ASSIGNMENT: Output the full listing exactly as written, with no pictures in it.
** Opening EXCERPTED DATA block **
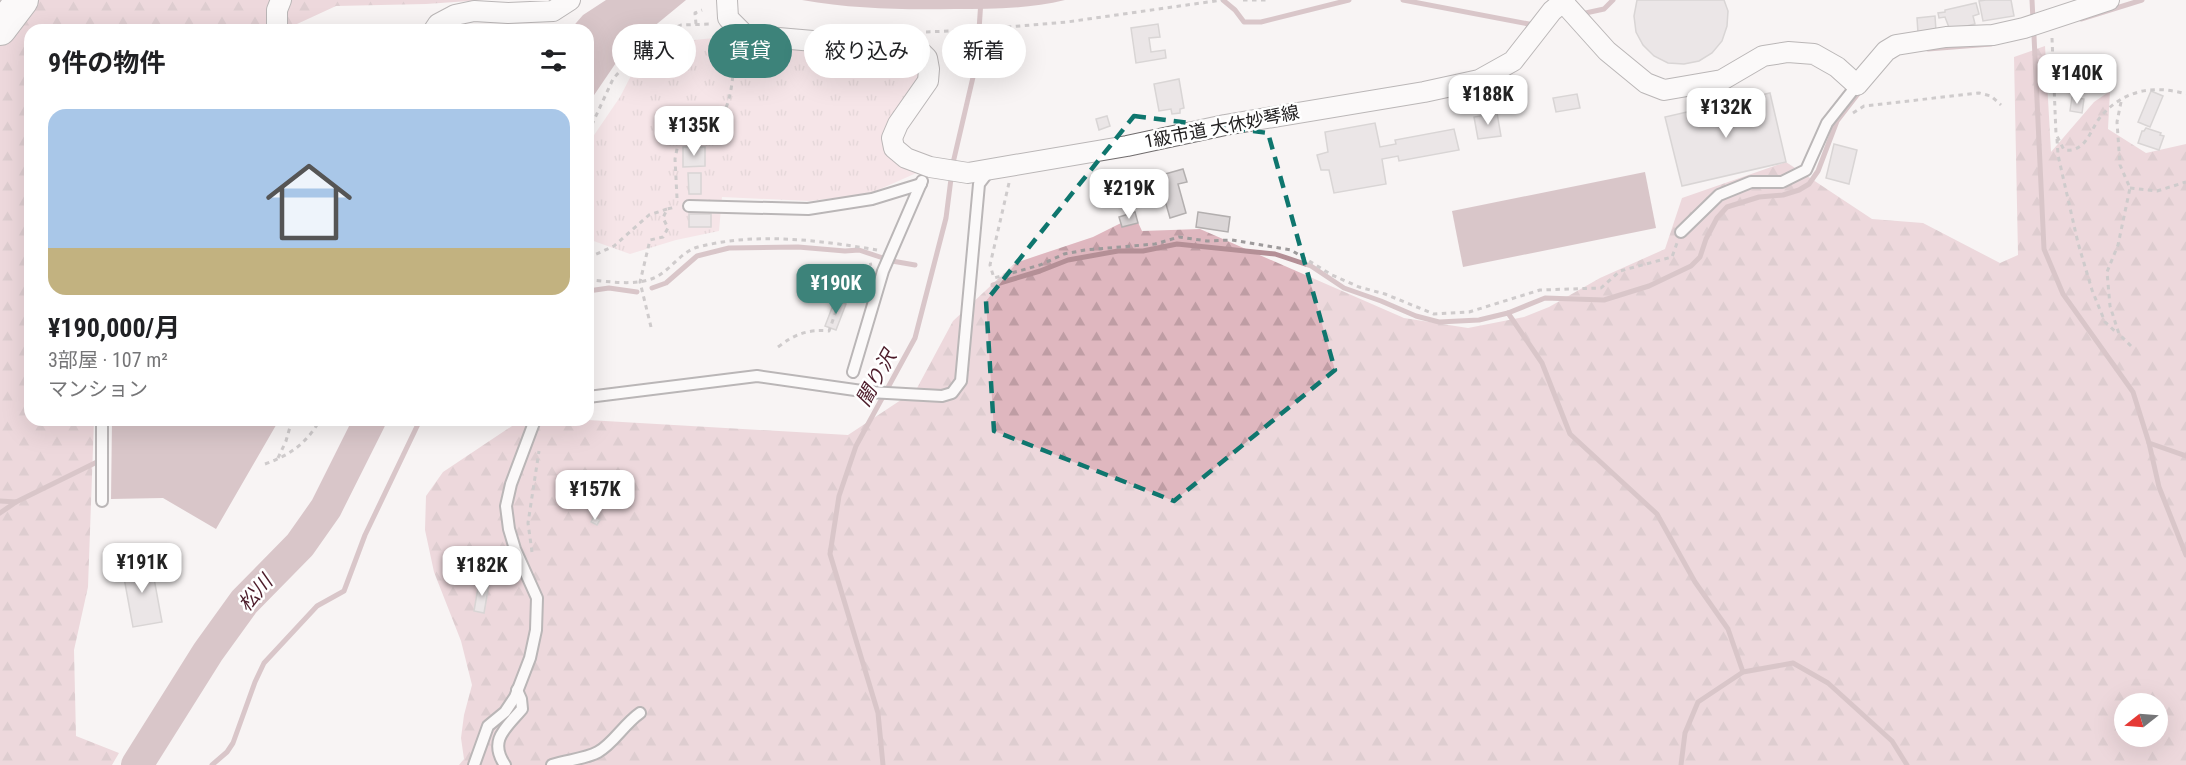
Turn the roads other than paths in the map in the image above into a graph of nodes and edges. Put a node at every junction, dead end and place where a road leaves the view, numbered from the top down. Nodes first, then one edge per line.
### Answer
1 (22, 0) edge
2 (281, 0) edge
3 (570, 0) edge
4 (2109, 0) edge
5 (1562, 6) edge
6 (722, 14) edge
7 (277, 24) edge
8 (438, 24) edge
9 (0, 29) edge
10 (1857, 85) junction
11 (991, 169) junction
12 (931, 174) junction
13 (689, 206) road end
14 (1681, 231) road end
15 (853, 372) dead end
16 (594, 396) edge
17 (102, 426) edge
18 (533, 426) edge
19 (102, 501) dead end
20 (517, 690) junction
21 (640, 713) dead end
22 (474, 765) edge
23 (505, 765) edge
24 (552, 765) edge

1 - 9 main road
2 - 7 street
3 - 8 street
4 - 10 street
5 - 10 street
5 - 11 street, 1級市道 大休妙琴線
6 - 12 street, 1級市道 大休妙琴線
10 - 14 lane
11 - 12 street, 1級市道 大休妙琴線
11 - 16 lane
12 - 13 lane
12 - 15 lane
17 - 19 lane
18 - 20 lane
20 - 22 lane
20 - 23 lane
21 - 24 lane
** Closing EXCERPTED DATA block **
WRITTEN SOLUTION:
Turn the roads other than paths in the map in the image above into a graph of nodes and edges. Put a node at every junction, dead end and place where a road leaves the view, numbered from the top down. Nodes first, then one edge per line.
### Answer
1 (22, 0) edge
2 (281, 0) edge
3 (570, 0) edge
4 (2109, 0) edge
5 (1562, 6) edge
6 (722, 14) edge
7 (277, 24) edge
8 (438, 24) edge
9 (0, 29) edge
10 (1857, 85) junction
11 (991, 169) junction
12 (931, 174) junction
13 (689, 206) road end
14 (1681, 231) road end
15 (853, 372) dead end
16 (594, 396) edge
17 (102, 426) edge
18 (533, 426) edge
19 (102, 501) dead end
20 (517, 690) junction
21 (640, 713) dead end
22 (474, 765) edge
23 (505, 765) edge
24 (552, 765) edge

1 - 9 main road
2 - 7 street
3 - 8 street
4 - 10 street
5 - 10 street
5 - 11 street, 1級市道 大休妙琴線
6 - 12 street, 1級市道 大休妙琴線
10 - 14 lane
11 - 12 street, 1級市道 大休妙琴線
11 - 16 lane
12 - 13 lane
12 - 15 lane
17 - 19 lane
18 - 20 lane
20 - 22 lane
20 - 23 lane
21 - 24 lane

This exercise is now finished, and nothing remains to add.